Radio talk show host Mike Gallagher is the latest “conservative” media personality to endorse amnesty.  Since he revealed his Road to Damascus conversion on this topic a few days ago, Gallagher has been skewered by one-time fans.

Perhaps they should cease the skewering by ceasing to listen to Gallagher—or any other talk radio figure who favors amnesty.

More so than the substance of their position, it is the bad faith and condescension with which these “conservative” hosts argue for their position that justifies this move.

Those of us who affirm American sovereignty and the rule of law have long recognized that a government that wouldn’t lift a finger to prevent millions of immigrants from flooding into the country illegally certainly isn’t going to now round up and deport them all.  So those who insist that this is the only alternative to amnesty set up what logicians call a false dichotomy—one of the logical fallacies identified by Aristotle.

Gallagher and his ilk attribute to their opponents a position that the latter do not hold.  Worse, their enemies assign to respecters of the rule of law a position that is a species of wishful thinking, and one that the resisters of amnesty have always known, and known better than anyone, is wishful thinking.

Those who ache for America to remain a sovereign nation of laws have always maintained that it is primarily through self-deportation that the illegal immigration issue can be mitigated, though never solved.

This brings us to another point.

Pro-amnesty “conservative” personalities and politicians—along with such accomplices as Barack Obama, Janet Napolitano, and La Raza—talk about the need for a “solution” to this problem of our “broken” system.  But genuinely conservative (and, for that matter, Christian) thinkers have always known that in life, there are no solutions.  As Thomas Sowell has said, there are only “trade-offs.”

Amnesty, regardless of how it is packaged, is no more a solution to our problems than is the status quo.  It isn’t even a more effective response to our situation.  However, even if it was, this would not make it a solution, for it will give way to still more problems in the future—like an increase in illegal immigration, something that, according to border agents, is happening now as a result of all of the talk of amnesty!

For amnesty’s apologists to accuse their opponents of “doing nothing” is more dishonesty, more bad faith, on their part.

First, even if it was true that those who resist amnesty favored letting things be entirely as they are, this is still not a matter of doing nothing. It just could be the case—it undoubtedly is the case—that here, the problem is less of a problem than is the proposed “solution.”

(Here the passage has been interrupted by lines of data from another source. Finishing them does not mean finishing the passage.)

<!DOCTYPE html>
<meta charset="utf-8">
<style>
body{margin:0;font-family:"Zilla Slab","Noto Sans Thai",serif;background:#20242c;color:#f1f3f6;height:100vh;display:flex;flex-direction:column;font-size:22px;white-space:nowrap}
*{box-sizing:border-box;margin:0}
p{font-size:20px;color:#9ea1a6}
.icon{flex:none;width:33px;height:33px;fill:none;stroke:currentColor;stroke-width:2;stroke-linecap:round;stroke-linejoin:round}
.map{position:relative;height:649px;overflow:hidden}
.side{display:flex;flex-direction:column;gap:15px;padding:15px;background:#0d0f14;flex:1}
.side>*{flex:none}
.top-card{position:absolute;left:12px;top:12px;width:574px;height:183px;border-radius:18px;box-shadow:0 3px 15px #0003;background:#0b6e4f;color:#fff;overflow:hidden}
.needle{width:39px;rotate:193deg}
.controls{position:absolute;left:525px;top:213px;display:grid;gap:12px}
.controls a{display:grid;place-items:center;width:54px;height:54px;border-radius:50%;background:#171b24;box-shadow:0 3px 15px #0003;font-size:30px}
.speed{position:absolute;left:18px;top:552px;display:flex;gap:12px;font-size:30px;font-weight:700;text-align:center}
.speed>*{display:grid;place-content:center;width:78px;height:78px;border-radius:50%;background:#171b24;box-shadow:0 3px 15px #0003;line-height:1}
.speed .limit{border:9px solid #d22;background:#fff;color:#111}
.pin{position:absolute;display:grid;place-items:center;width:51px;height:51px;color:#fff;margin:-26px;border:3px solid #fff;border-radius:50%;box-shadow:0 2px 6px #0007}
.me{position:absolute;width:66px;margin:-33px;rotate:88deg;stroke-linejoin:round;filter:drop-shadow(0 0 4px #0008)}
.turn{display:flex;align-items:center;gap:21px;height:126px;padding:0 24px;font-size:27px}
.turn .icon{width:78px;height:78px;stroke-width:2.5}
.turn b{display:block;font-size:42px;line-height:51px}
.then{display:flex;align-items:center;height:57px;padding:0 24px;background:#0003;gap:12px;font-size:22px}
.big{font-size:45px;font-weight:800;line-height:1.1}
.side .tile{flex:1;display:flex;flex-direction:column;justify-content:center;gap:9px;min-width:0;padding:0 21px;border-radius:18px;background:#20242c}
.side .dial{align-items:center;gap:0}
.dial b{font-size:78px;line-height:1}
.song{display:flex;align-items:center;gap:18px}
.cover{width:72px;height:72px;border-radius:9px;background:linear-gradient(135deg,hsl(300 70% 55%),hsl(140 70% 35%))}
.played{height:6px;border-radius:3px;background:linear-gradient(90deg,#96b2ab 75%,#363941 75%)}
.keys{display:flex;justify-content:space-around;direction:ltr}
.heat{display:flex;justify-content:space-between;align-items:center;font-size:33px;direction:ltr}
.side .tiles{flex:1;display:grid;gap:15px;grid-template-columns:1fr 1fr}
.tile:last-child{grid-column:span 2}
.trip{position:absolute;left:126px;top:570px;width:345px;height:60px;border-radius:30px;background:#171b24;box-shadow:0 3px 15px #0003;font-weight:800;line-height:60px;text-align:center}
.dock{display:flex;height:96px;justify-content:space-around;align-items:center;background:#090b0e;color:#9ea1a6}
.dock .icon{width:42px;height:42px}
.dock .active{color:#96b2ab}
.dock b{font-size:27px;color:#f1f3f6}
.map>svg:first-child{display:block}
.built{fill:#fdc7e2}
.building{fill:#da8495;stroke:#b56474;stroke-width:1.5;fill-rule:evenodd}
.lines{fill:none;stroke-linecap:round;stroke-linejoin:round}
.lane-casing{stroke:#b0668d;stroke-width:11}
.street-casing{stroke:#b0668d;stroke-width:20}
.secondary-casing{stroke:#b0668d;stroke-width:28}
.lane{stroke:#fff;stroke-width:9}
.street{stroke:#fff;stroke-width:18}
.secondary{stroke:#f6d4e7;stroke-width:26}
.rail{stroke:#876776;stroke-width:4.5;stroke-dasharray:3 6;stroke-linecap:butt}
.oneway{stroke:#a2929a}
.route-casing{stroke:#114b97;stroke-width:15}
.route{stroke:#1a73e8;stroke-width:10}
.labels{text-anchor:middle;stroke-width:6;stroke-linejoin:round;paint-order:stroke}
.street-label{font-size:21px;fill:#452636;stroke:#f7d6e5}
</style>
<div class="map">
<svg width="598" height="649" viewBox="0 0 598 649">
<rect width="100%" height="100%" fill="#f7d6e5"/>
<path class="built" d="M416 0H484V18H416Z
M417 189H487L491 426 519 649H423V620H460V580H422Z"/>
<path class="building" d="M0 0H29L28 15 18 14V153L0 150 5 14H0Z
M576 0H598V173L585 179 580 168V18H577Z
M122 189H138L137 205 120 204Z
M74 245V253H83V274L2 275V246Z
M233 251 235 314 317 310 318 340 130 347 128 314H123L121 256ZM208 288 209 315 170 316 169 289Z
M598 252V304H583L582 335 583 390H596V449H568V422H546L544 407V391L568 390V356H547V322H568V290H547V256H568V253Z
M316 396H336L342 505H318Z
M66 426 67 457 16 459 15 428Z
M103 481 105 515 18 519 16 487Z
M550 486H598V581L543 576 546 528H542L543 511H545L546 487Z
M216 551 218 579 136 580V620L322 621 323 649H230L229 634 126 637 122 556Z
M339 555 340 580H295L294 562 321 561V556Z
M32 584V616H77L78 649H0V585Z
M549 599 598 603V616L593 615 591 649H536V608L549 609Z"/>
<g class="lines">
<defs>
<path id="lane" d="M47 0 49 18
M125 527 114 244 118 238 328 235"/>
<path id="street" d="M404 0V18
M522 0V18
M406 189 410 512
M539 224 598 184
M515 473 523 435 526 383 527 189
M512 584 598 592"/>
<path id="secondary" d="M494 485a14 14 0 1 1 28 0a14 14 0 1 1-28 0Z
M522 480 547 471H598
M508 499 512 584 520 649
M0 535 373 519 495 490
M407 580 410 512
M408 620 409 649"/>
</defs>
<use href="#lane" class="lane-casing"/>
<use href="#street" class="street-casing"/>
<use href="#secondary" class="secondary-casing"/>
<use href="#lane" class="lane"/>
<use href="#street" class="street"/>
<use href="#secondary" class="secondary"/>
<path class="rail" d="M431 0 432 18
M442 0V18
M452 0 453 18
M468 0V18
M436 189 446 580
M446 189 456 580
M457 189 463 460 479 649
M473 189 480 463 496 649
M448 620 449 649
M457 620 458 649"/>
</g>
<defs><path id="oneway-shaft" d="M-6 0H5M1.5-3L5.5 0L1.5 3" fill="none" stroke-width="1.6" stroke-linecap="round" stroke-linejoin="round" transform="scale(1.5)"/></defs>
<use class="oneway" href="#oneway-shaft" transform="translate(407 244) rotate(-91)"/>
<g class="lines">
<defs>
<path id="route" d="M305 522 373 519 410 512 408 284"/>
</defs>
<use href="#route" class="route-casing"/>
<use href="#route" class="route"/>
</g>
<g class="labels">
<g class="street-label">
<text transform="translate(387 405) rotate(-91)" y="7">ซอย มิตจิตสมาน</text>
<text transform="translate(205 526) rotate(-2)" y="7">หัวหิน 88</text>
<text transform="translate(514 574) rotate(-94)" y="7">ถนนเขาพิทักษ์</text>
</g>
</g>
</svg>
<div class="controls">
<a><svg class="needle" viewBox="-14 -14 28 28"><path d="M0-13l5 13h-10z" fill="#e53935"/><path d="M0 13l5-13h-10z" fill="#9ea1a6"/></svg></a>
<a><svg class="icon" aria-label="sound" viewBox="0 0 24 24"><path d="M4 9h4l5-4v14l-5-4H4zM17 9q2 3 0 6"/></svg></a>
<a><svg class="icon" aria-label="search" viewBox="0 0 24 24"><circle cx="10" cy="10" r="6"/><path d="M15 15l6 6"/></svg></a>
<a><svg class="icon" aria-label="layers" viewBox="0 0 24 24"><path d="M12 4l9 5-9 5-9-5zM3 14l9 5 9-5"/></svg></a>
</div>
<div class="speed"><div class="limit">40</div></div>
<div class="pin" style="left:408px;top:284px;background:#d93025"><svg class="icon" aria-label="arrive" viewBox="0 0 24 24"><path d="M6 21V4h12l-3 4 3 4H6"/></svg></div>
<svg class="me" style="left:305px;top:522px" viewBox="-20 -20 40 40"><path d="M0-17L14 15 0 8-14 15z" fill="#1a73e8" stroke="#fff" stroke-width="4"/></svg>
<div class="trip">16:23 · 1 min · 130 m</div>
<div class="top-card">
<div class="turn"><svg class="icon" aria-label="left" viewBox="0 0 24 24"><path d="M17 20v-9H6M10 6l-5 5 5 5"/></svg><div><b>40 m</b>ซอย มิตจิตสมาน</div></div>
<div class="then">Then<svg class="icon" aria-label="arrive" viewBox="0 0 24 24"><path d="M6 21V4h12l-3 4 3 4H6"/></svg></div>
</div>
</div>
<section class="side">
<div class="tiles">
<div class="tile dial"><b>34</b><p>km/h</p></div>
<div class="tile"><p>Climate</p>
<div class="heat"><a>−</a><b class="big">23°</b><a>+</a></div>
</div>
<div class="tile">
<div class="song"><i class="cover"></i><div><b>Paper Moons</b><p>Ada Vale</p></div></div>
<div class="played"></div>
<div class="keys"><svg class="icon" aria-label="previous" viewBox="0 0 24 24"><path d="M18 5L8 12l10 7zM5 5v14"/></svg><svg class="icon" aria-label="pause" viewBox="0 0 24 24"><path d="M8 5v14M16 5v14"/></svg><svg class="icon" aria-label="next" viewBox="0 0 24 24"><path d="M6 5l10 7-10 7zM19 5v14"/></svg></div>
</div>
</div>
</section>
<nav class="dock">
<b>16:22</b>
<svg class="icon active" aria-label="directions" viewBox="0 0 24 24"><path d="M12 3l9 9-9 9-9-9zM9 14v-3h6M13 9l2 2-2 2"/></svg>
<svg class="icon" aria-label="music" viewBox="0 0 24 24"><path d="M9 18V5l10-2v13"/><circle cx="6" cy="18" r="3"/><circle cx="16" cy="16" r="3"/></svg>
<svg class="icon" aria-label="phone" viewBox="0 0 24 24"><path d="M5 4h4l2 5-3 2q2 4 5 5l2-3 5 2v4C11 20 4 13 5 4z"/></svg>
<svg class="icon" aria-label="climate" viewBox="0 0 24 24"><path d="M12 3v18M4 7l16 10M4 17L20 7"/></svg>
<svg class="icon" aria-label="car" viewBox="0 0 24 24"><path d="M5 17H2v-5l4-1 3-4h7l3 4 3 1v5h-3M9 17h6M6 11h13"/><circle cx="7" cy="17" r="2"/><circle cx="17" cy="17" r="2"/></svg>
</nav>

Second, no one wants for things to remain as they are. Those who resist amnesty want for illegal immigrants to be denied all welfare entitlements, social services, employment opportunities, and voting and driving privileges.  This way, they will deport themselves.  Also, they want for the government to satisfy its job description and secure the country’s borders—an obligation that has never been subject to conditions.

Gallagher and his colleagues obviously believe that their listeners are stupid. Why else would they expect them to believe that although in the past the government has not managed to secure the borders and deprive illegal immigrants of all the benefits of citizenship—i.e. enforce its own laws–it will do so now?

And it is hard not to think that Gallagher and company aren’t themselves a bit dense.  They won’t endorse any bill, they insist, unless it promises to secure the border.  Even in the midst of all of these government scandals, and despite all of their “limited government” rhetoric, they are still going to accept the government’s “promise” to fulfill its constitutional duty—though it hasn’t done this in nearly half-a-century.

On second’s thought, maybe it is the substance of their position favoring amnesty that calls for turning off these “conservative” media personalities—at least until they wise up some.